### ACTIVITY
Each record below gets repeated exactly, and pictures stay out of the copy.
THE RECORDS START
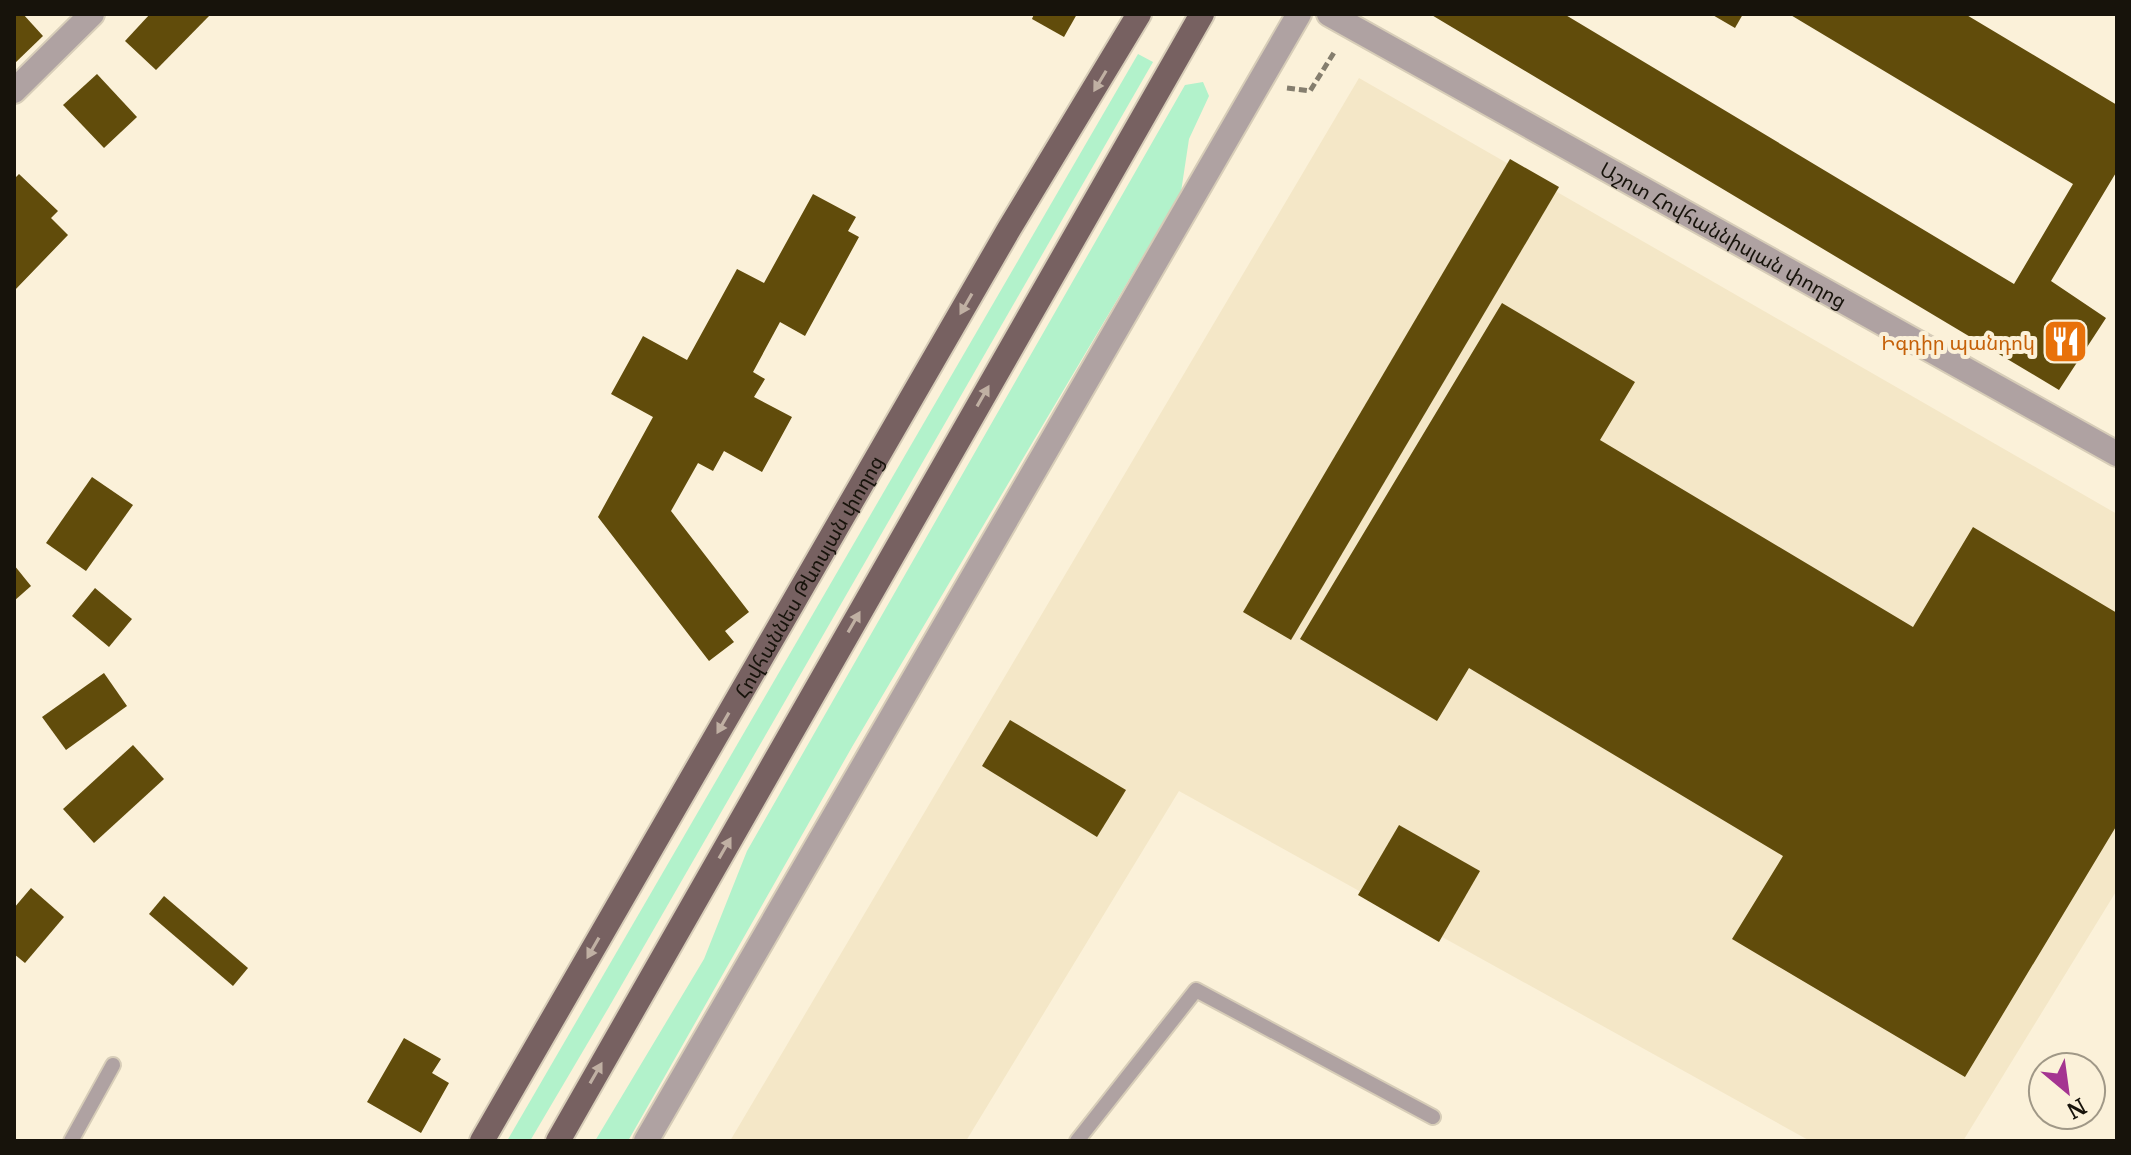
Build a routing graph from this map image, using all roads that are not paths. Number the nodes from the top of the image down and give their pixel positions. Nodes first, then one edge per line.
1 (92, 14) edge
2 (1139, 14) edge
3 (1202, 14) edge
4 (1299, 14) edge
5 (1329, 14) edge
6 (14, 91) edge
7 (2117, 454) edge
8 (113, 1065) dead end
9 (1433, 1117) dead end
10 (71, 1141) edge
11 (482, 1141) edge
12 (558, 1141) edge
13 (646, 1141) edge
14 (1077, 1141) edge

1 - 6 street
2 -> 11 main road, Հովհաննես Թևոսյան փողոց
12 -> 3 main road
4 - 13 street
5 - 7 street, Աշոտ Հովհաննիսյան փողոց
8 - 10 lane
9 - 14 lane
THE RECORDS END
### WRITTEN RESPONSE
Build a routing graph from this map image, using all roads that are not paths. Number the nodes from the top of the image down and give their pixel positions. Nodes first, then one edge per line.
1 (92, 14) edge
2 (1139, 14) edge
3 (1202, 14) edge
4 (1299, 14) edge
5 (1329, 14) edge
6 (14, 91) edge
7 (2117, 454) edge
8 (113, 1065) dead end
9 (1433, 1117) dead end
10 (71, 1141) edge
11 (482, 1141) edge
12 (558, 1141) edge
13 (646, 1141) edge
14 (1077, 1141) edge

1 - 6 street
2 -> 11 main road, Հովհաննես Թևոսյան փողոց
12 -> 3 main road
4 - 13 street
5 - 7 street, Աշոտ Հովհաննիսյան փողոց
8 - 10 lane
9 - 14 lane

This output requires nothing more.